Gray’s suggestion (at best) reflects a similar value system, albeit from an unambiguous neo-liberal capitalist perspective. In practical policy terms there is no difference between Field and Gray on matters of forestry, because both endorse whole-scale clear-felling; aerial spraying of catchments; wood chipping at double the current annual rate; forestry “regeneration” for the establishment of monocultural plantations; triazines in drinking water, dioxins in the marine environment; the trashing of the Tamar Valley; the trashing of farming communities in some of Australia’s most productive agricultural districts; and wholesale conversion of Tasmania’s best agricultural land into Eucalyptus nitens, a totally useless timber for anything except chips.

This falls far short of a comprehensive list in relation to the ramifications of differing “values”, but it is an adequate summary.

Robin Gray’s suggestion of a coalition or merger of Labor-Liberal is interesting and informative on several levels. It is in one sense an affirmation from a corporate insider and Liberal Party insider of a Labor-Liberal accord in Tasmania at an “ideological” or “philosophical” level (or the absence of any such underpinnings) and in policies across the spectrum.

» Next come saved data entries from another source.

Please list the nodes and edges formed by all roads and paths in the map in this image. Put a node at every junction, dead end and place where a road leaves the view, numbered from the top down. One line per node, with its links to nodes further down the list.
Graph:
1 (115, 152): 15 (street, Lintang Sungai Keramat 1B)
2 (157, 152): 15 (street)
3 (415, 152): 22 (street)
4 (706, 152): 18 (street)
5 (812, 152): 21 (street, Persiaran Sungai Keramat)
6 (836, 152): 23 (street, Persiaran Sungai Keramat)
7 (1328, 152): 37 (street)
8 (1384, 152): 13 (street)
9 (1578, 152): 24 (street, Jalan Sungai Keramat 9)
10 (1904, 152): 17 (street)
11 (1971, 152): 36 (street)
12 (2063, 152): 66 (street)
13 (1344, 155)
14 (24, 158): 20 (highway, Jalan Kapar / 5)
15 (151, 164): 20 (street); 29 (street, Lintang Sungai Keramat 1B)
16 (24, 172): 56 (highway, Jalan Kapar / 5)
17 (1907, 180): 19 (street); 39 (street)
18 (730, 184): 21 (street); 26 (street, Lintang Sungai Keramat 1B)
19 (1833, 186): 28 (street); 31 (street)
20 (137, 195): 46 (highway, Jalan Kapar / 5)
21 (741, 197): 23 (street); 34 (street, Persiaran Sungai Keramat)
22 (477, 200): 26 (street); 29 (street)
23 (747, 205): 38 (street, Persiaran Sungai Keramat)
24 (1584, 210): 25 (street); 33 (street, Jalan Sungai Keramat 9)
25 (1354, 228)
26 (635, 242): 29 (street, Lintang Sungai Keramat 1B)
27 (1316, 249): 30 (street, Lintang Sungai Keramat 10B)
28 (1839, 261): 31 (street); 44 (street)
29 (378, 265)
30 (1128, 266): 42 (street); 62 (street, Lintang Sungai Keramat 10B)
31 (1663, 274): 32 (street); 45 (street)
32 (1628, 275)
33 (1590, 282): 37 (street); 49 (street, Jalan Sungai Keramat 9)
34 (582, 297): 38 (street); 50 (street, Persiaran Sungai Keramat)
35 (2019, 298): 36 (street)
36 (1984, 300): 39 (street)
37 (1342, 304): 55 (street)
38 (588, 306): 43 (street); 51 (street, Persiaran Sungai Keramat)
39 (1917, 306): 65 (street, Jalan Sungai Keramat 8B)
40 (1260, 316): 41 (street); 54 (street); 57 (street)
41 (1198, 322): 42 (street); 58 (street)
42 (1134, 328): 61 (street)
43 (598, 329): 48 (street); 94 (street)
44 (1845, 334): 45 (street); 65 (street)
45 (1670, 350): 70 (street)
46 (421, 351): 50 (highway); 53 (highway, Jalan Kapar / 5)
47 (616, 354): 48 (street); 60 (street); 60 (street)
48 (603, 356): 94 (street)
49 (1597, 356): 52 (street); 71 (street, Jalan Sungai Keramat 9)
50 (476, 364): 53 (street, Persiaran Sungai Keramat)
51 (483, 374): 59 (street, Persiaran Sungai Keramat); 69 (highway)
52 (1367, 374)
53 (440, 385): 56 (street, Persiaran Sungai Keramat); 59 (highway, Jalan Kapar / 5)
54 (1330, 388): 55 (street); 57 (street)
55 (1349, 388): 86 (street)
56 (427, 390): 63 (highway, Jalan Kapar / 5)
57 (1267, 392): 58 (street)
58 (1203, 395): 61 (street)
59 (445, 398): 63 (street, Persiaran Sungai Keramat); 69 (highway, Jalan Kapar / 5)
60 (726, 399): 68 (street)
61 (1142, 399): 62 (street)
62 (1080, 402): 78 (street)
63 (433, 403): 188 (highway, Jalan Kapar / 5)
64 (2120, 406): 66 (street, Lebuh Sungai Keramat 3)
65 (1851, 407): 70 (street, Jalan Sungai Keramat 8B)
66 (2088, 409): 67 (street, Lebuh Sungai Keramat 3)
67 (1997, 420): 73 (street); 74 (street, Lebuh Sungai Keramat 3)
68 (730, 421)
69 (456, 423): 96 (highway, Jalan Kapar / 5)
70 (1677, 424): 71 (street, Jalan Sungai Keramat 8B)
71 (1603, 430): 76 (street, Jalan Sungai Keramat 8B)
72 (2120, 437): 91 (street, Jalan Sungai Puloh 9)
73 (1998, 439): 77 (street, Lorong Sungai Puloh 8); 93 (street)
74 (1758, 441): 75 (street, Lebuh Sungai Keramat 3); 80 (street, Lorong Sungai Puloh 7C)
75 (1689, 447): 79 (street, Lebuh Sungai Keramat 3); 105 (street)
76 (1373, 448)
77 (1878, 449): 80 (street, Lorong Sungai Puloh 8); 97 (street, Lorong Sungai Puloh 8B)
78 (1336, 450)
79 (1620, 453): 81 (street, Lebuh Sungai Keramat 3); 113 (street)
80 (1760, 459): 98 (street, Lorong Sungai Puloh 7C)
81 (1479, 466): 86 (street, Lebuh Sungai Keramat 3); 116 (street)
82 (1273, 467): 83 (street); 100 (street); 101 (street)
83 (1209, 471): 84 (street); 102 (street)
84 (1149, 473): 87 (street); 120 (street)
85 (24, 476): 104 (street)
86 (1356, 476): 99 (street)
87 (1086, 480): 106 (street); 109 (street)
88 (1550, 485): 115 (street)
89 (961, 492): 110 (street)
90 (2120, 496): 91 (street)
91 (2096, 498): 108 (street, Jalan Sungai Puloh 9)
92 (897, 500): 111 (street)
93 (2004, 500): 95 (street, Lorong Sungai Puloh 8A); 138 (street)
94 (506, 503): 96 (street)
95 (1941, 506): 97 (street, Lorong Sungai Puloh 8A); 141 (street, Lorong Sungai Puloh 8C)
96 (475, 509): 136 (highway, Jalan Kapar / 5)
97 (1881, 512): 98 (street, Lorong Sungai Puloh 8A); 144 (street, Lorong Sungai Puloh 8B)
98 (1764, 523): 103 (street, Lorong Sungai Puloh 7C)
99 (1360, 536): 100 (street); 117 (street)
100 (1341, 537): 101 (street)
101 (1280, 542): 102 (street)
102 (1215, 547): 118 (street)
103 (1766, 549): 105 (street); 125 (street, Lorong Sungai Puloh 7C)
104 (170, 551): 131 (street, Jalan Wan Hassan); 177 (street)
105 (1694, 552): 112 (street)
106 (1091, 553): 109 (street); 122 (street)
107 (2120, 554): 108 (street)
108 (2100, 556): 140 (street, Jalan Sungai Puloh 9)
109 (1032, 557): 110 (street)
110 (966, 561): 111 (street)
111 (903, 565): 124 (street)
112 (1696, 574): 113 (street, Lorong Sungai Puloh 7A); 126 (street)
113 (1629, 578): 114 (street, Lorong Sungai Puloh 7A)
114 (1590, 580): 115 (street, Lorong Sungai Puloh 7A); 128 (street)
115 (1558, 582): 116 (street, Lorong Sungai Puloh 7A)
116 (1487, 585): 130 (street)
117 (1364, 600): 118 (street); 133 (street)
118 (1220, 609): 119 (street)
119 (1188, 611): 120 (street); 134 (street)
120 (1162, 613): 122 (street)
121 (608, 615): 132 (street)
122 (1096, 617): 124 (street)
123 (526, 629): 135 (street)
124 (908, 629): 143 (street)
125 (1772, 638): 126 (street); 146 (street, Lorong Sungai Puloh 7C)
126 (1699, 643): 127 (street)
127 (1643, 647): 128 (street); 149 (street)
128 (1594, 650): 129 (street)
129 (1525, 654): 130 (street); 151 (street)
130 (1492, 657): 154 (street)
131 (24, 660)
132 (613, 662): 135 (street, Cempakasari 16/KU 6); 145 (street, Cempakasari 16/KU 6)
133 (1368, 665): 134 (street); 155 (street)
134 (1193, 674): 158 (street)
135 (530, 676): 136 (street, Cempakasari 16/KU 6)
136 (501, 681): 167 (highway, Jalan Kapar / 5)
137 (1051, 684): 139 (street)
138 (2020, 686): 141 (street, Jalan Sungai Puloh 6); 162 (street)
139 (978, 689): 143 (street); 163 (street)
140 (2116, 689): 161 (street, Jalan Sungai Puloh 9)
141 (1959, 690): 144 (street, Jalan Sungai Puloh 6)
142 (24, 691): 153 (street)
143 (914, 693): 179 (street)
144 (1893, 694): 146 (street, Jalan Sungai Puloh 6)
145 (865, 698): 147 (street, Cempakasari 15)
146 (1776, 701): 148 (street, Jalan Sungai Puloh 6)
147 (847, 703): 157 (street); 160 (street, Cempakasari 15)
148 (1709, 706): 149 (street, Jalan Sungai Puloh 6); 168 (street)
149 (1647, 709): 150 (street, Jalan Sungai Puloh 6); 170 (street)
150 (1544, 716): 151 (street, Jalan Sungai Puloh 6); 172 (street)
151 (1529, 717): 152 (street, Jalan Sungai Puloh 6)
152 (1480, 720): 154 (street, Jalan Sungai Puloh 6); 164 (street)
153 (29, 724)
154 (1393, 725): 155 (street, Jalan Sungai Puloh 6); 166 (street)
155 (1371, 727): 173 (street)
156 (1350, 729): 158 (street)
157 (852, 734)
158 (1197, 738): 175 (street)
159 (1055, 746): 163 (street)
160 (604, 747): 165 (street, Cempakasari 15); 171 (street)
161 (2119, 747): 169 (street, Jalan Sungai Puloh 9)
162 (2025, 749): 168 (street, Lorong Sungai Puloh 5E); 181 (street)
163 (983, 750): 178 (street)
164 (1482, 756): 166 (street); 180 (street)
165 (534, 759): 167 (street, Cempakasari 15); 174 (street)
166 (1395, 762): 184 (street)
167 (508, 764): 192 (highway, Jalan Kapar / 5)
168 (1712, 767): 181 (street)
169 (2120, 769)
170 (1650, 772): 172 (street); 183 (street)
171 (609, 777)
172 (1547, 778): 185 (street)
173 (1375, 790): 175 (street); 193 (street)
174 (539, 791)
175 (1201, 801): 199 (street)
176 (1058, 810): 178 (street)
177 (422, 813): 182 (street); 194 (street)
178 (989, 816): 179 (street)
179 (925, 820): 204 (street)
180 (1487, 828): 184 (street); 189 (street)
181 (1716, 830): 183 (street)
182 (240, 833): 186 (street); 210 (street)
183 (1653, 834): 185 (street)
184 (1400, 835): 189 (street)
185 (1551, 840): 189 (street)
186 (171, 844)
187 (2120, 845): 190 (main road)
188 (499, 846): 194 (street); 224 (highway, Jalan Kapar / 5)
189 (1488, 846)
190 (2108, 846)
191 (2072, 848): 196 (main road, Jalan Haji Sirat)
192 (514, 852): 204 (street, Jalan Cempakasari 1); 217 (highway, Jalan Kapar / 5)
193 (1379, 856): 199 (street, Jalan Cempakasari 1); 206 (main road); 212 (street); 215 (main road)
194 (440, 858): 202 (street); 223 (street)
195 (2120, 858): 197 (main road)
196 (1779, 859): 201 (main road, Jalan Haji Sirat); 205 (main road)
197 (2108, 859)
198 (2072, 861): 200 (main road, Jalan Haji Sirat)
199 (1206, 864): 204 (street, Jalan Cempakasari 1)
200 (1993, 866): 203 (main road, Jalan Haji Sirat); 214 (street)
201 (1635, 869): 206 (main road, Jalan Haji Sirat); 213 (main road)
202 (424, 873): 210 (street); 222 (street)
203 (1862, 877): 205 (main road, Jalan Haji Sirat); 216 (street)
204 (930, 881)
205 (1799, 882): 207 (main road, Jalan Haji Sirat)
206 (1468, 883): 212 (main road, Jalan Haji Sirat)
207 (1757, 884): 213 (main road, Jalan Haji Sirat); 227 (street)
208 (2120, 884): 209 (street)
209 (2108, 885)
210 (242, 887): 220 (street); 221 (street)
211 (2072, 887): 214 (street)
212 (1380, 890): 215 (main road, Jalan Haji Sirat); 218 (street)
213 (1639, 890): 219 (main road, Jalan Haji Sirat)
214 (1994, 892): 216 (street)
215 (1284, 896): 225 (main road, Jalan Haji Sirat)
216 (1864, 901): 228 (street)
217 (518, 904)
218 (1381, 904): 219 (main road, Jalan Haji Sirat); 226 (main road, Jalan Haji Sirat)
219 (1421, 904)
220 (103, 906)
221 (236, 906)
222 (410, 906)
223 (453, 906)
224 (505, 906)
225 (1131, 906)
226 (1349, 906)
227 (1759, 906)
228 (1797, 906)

It is an affirmation that the only differences are the names of the parties and the politicians. It acknowledges that in policy and ideas and beliefs they are interchangeable. It is an affirmation from a corporate perspective (that is, Gunns’ perspective) that the parties are the same, Labor is Liberal and vice versa, and David Bartlett is Will Hodgman.

On another level it is indicative of a growing awareness among Tasmanian right-wing power-brokers across the corporate-political-union-bureaucratic-pseudo-NGO network that they are losing their grip on the reins of power and influence.

It is this aspect, in relation to Gray’s suggestion, which deserves more serious consideration and analysis. It is warranted for one very important reason. On most occasions in Australian political history since federation when major political parties have merged or amalgamated they have done so from the right, to preserve or enhance personal position, and with a view to destroy what they perceive as a strong reformist agenda, or a challenge to the prevailing power relationships in society, particularly in the distribution of wealth.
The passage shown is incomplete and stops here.